Available data:
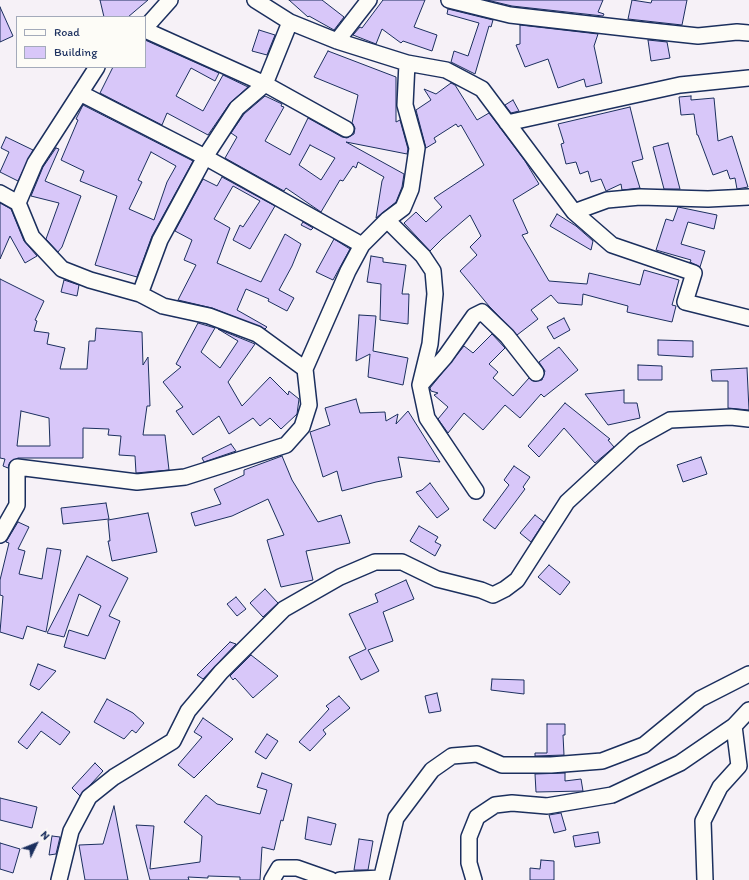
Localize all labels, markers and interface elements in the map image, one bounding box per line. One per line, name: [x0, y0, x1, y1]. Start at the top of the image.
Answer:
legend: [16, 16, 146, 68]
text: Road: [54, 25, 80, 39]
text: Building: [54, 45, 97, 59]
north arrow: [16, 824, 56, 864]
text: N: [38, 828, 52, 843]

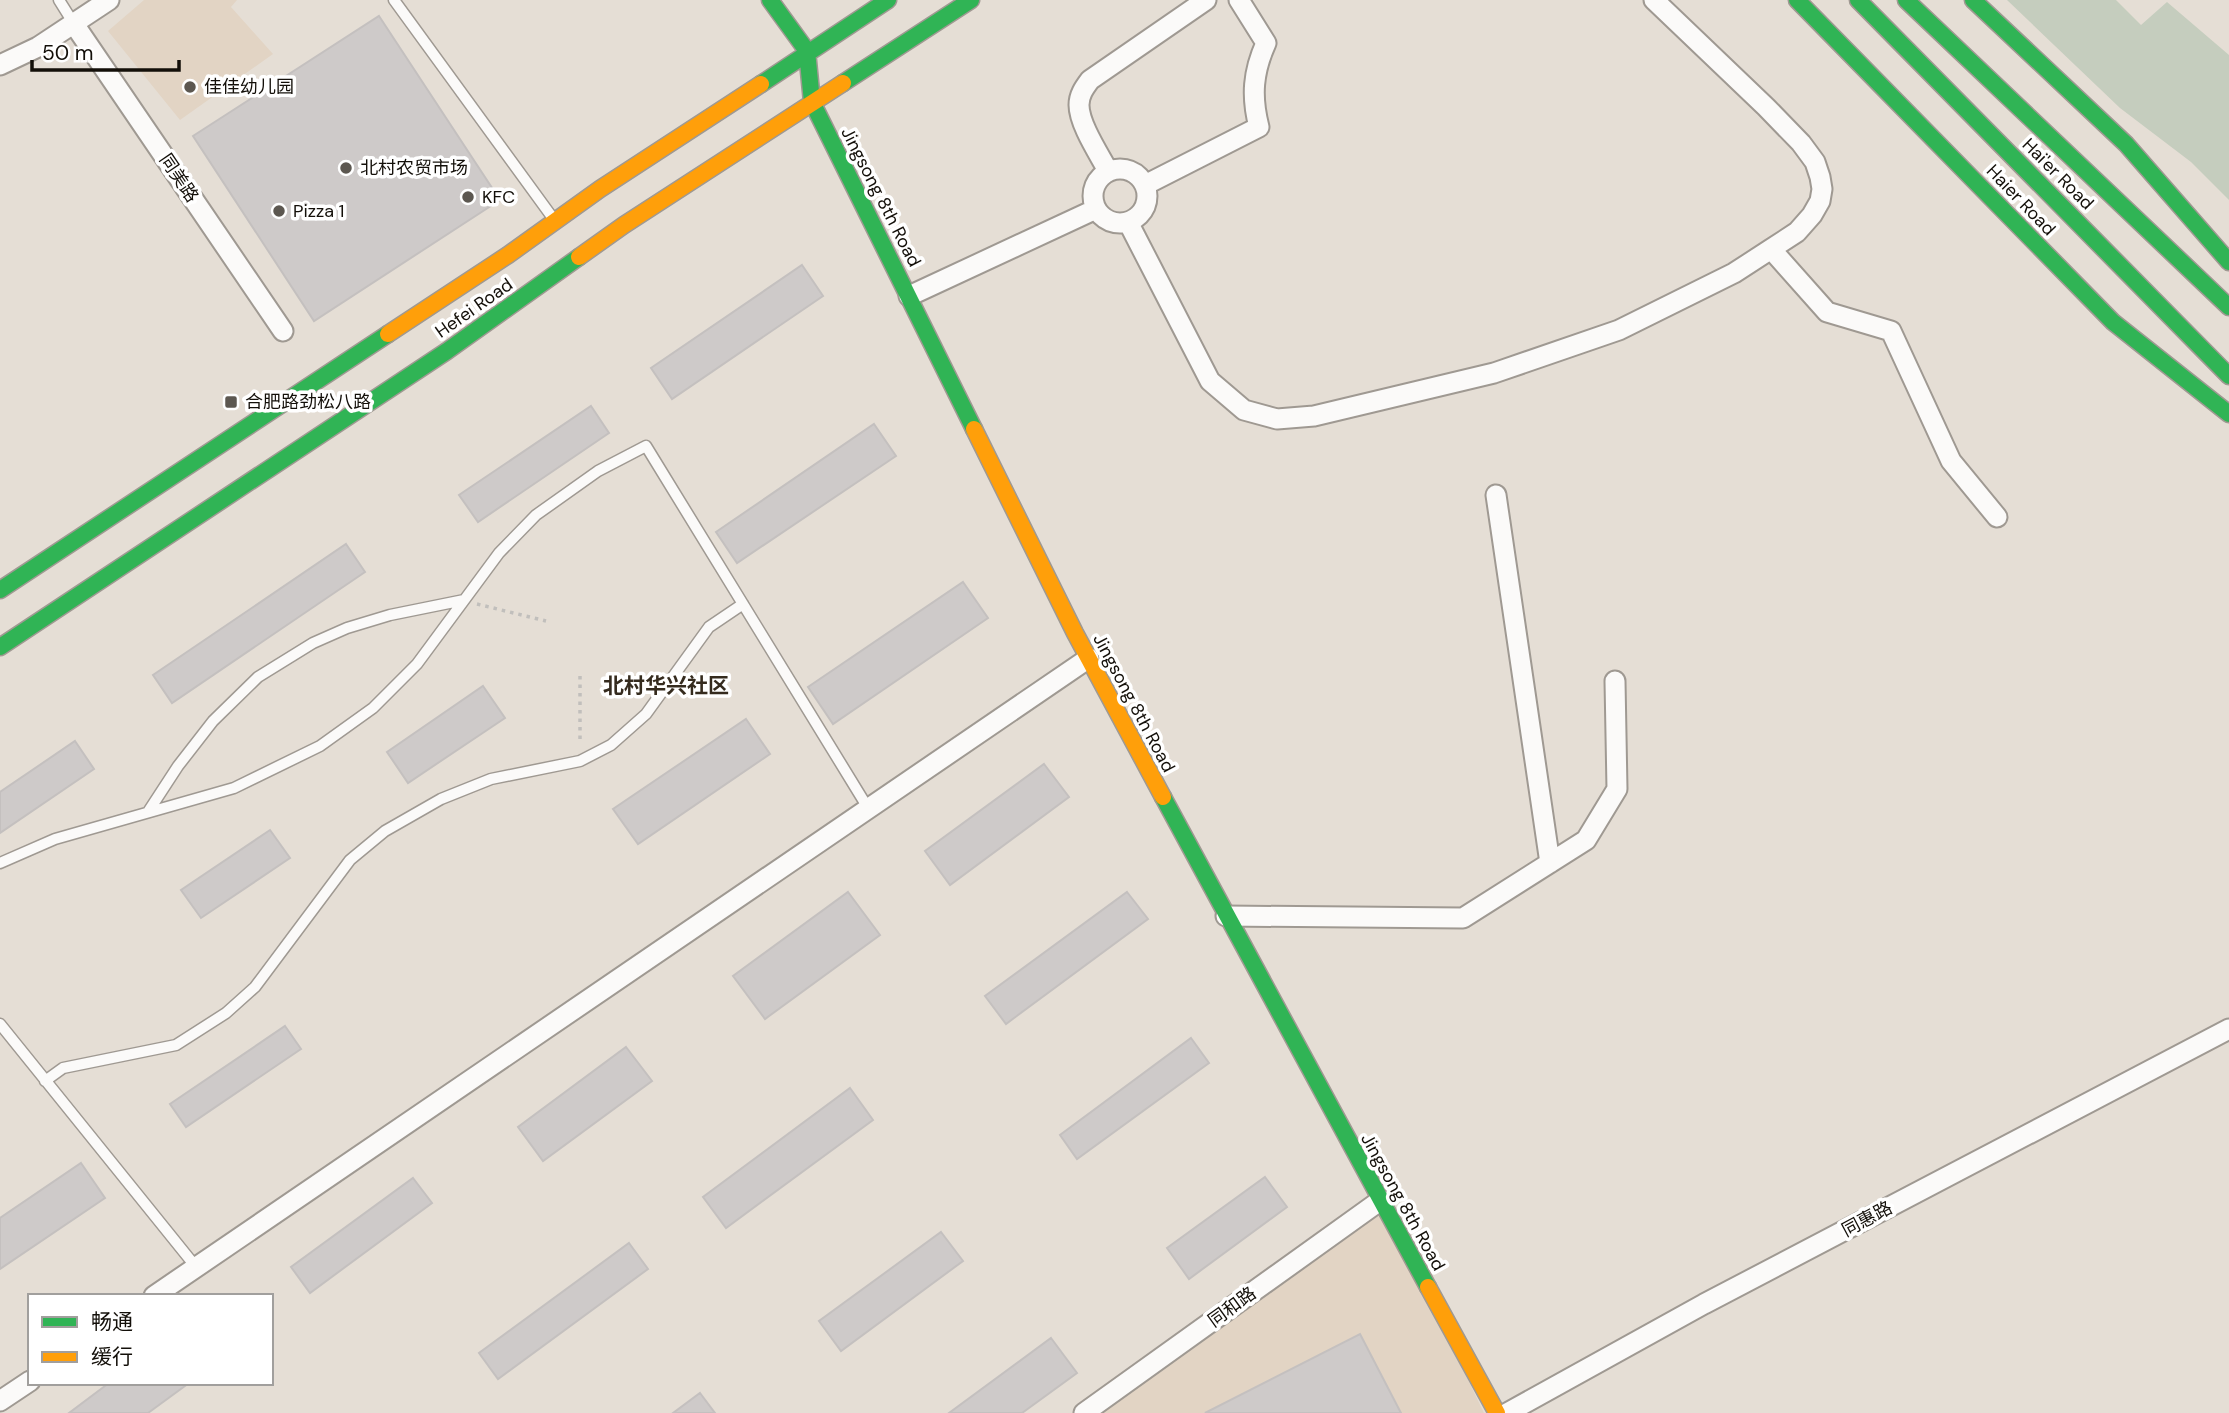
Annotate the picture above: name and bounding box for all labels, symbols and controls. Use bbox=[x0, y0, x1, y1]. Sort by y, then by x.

Your objective:
I would like the material above returned exactly as it stands, without its pictures.

Output of the exercise:
Localize all labels, markers and interface elements in the map image, one bounding box per line. One per line, name: [x0, y0, x1, y1]. Start at the top of the image.
Answer:
legend: [16, 16, 146, 68]
text: Road: [54, 25, 80, 39]
text: Building: [54, 45, 97, 59]
north arrow: [16, 824, 56, 864]
text: N: [38, 828, 52, 843]

Annotate the picture above: name and bounding box for all labels, symbols and controls. Use bbox=[x0, y0, x1, y1]. Sort by y, then by x.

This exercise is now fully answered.